§ WHAT NEEDS TO BE DONE: Go through the data that follows and restate each line exactly as it reads.

____ INPUT MATERIAL

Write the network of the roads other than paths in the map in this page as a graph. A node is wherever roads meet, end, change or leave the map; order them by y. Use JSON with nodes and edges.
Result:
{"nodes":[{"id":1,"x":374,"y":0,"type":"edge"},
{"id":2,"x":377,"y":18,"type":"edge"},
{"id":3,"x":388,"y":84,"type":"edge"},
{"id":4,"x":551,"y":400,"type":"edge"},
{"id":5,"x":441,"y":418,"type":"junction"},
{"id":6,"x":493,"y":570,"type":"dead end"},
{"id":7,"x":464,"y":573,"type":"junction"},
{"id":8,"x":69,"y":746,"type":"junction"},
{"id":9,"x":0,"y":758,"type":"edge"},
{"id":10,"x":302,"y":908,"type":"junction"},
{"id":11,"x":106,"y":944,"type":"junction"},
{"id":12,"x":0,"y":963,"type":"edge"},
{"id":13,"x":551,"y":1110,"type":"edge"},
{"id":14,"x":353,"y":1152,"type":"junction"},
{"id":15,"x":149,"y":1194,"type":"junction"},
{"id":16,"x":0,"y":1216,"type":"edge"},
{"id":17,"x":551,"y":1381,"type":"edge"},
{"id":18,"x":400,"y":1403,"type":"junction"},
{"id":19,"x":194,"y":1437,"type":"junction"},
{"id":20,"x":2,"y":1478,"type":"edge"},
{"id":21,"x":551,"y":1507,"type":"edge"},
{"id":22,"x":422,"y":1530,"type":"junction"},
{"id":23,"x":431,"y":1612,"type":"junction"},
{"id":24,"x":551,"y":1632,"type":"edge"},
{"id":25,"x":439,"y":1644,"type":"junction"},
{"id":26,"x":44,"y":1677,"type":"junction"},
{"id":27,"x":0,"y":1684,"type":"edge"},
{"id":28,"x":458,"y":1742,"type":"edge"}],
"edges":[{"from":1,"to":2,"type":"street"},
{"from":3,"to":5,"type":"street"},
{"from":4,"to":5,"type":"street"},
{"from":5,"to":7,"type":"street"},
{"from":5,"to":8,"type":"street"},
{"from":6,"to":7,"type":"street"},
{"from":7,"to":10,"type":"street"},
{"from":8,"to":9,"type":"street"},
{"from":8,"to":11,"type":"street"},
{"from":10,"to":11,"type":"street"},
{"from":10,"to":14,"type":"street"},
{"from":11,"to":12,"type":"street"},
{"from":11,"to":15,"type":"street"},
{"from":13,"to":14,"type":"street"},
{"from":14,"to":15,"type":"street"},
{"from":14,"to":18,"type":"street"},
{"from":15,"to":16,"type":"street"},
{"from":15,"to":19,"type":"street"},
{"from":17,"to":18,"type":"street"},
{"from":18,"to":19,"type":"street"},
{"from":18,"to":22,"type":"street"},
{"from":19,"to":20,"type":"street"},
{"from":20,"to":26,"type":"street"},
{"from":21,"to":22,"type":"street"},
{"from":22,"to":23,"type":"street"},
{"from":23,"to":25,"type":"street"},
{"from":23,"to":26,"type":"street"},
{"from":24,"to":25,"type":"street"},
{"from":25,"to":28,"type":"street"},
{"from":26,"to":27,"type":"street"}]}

________

§ RESPONSE BOX:
Write the network of the roads other than paths in the map in this page as a graph. A node is wherever roads meet, end, change or leave the map; order them by y. Use JSON with nodes and edges.
Result:
{"nodes":[{"id":1,"x":374,"y":0,"type":"edge"},
{"id":2,"x":377,"y":18,"type":"edge"},
{"id":3,"x":388,"y":84,"type":"edge"},
{"id":4,"x":551,"y":400,"type":"edge"},
{"id":5,"x":441,"y":418,"type":"junction"},
{"id":6,"x":493,"y":570,"type":"dead end"},
{"id":7,"x":464,"y":573,"type":"junction"},
{"id":8,"x":69,"y":746,"type":"junction"},
{"id":9,"x":0,"y":758,"type":"edge"},
{"id":10,"x":302,"y":908,"type":"junction"},
{"id":11,"x":106,"y":944,"type":"junction"},
{"id":12,"x":0,"y":963,"type":"edge"},
{"id":13,"x":551,"y":1110,"type":"edge"},
{"id":14,"x":353,"y":1152,"type":"junction"},
{"id":15,"x":149,"y":1194,"type":"junction"},
{"id":16,"x":0,"y":1216,"type":"edge"},
{"id":17,"x":551,"y":1381,"type":"edge"},
{"id":18,"x":400,"y":1403,"type":"junction"},
{"id":19,"x":194,"y":1437,"type":"junction"},
{"id":20,"x":2,"y":1478,"type":"edge"},
{"id":21,"x":551,"y":1507,"type":"edge"},
{"id":22,"x":422,"y":1530,"type":"junction"},
{"id":23,"x":431,"y":1612,"type":"junction"},
{"id":24,"x":551,"y":1632,"type":"edge"},
{"id":25,"x":439,"y":1644,"type":"junction"},
{"id":26,"x":44,"y":1677,"type":"junction"},
{"id":27,"x":0,"y":1684,"type":"edge"},
{"id":28,"x":458,"y":1742,"type":"edge"}],
"edges":[{"from":1,"to":2,"type":"street"},
{"from":3,"to":5,"type":"street"},
{"from":4,"to":5,"type":"street"},
{"from":5,"to":7,"type":"street"},
{"from":5,"to":8,"type":"street"},
{"from":6,"to":7,"type":"street"},
{"from":7,"to":10,"type":"street"},
{"from":8,"to":9,"type":"street"},
{"from":8,"to":11,"type":"street"},
{"from":10,"to":11,"type":"street"},
{"from":10,"to":14,"type":"street"},
{"from":11,"to":12,"type":"street"},
{"from":11,"to":15,"type":"street"},
{"from":13,"to":14,"type":"street"},
{"from":14,"to":15,"type":"street"},
{"from":14,"to":18,"type":"street"},
{"from":15,"to":16,"type":"street"},
{"from":15,"to":19,"type":"street"},
{"from":17,"to":18,"type":"street"},
{"from":18,"to":19,"type":"street"},
{"from":18,"to":22,"type":"street"},
{"from":19,"to":20,"type":"street"},
{"from":20,"to":26,"type":"street"},
{"from":21,"to":22,"type":"street"},
{"from":22,"to":23,"type":"street"},
{"from":23,"to":25,"type":"street"},
{"from":23,"to":26,"type":"street"},
{"from":24,"to":25,"type":"street"},
{"from":25,"to":28,"type":"street"},
{"from":26,"to":27,"type":"street"}]}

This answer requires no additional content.